* [Exercise prompt]
Wherever the word "from" appears in a line of the data, that line should be copied.

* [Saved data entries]
=== Section Start ===

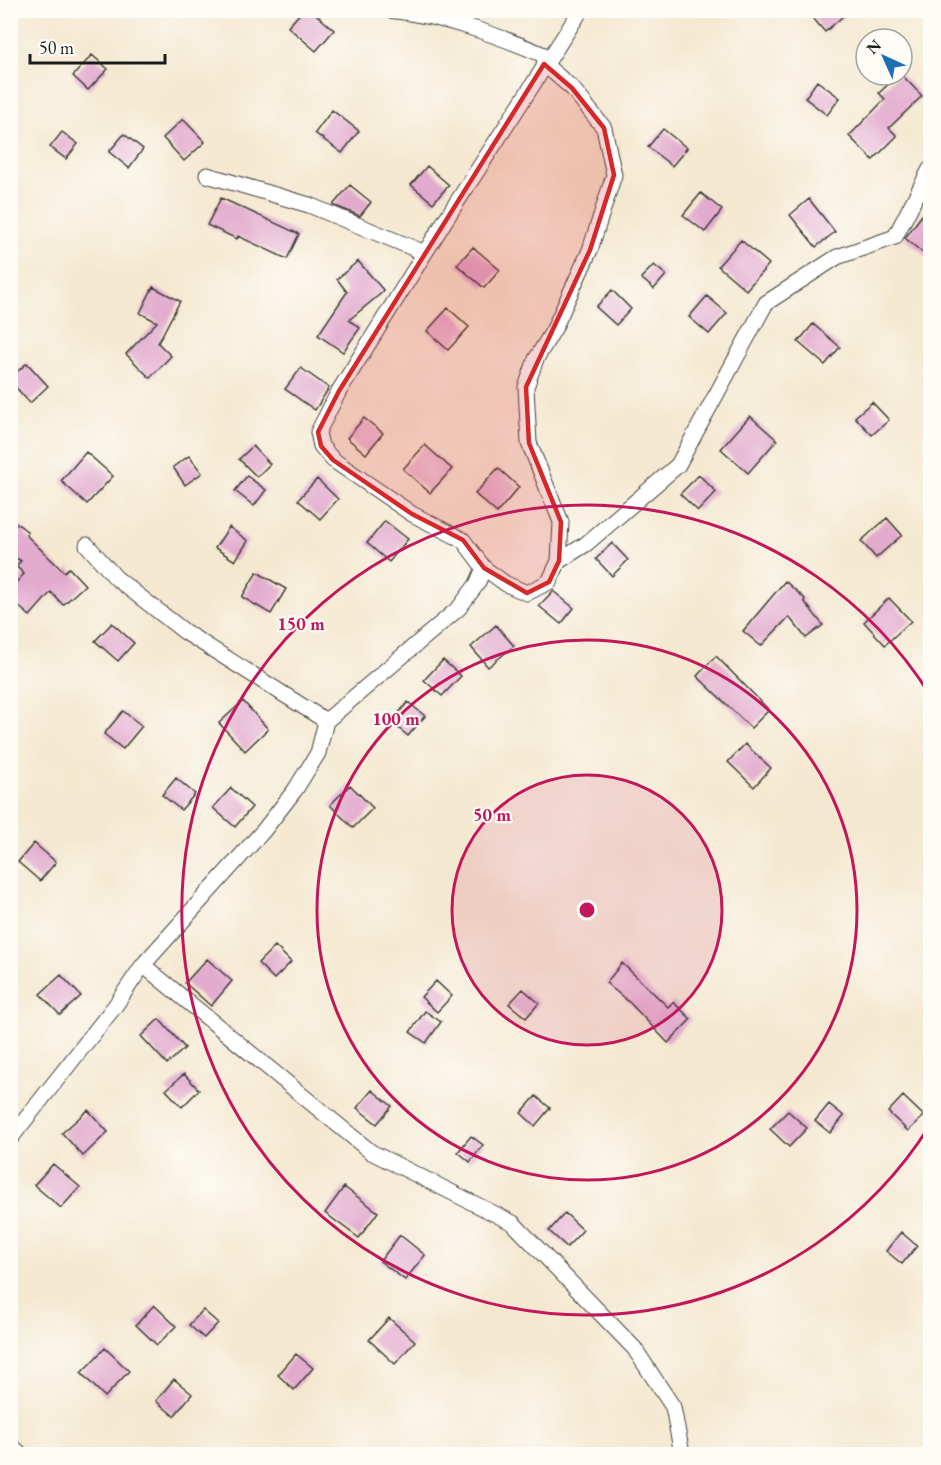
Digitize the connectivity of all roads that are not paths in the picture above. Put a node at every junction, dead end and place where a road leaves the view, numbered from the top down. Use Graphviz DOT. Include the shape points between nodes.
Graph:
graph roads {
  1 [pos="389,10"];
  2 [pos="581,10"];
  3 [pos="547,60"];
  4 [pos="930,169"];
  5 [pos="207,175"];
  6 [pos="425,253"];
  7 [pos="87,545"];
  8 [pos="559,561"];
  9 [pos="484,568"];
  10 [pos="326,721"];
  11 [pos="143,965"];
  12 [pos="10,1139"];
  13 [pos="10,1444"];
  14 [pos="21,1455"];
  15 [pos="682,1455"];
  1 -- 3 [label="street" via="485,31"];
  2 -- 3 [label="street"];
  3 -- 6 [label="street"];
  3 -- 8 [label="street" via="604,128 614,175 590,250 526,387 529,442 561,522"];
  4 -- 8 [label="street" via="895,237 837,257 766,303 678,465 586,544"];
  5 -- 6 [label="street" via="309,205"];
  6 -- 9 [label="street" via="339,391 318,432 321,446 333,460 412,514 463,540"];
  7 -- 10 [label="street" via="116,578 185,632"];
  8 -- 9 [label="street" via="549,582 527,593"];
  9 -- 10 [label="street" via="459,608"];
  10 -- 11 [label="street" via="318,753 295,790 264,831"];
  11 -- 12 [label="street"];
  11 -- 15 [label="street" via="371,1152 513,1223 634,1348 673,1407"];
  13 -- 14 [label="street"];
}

=== Section End ===
=== Section Start ===

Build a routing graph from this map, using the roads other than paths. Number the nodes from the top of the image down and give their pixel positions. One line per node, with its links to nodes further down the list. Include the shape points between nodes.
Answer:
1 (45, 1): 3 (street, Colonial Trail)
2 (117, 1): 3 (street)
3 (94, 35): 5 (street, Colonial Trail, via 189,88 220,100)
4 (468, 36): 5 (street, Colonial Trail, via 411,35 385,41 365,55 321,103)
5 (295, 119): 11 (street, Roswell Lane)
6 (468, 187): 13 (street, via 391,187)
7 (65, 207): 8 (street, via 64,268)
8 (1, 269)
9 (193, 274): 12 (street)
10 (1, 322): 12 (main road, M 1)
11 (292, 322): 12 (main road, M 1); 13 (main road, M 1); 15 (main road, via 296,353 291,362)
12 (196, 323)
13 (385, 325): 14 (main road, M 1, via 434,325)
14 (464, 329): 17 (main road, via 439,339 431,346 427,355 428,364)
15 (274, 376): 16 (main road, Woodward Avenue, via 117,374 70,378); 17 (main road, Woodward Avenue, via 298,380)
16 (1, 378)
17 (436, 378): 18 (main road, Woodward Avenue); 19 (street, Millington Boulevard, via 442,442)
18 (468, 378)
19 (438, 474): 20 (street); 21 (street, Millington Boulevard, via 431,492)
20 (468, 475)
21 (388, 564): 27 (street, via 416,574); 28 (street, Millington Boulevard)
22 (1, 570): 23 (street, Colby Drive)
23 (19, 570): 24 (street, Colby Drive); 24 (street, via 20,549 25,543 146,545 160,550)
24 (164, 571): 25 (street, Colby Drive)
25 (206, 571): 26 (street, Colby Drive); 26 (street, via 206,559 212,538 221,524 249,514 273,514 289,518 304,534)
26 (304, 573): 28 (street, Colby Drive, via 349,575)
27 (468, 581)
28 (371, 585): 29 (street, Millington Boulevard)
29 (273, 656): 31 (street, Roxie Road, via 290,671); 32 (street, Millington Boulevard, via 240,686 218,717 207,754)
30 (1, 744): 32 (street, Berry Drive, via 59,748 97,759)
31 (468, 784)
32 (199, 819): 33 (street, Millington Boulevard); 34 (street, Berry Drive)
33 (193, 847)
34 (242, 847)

=== Section End ===

* [Answer space]
Digitize the connectivity of all roads that are not paths in the picture above. Put a node at every junction, dead end and place where a road leaves the view, numbered from the top down. Use Graphviz DOT. Include the shape points between nodes.
Build a routing graph from this map, using the roads other than paths. Number the nodes from the top of the image down and give their pixel positions. One line per node, with its links to nodes further down the list. Include the shape points between nodes.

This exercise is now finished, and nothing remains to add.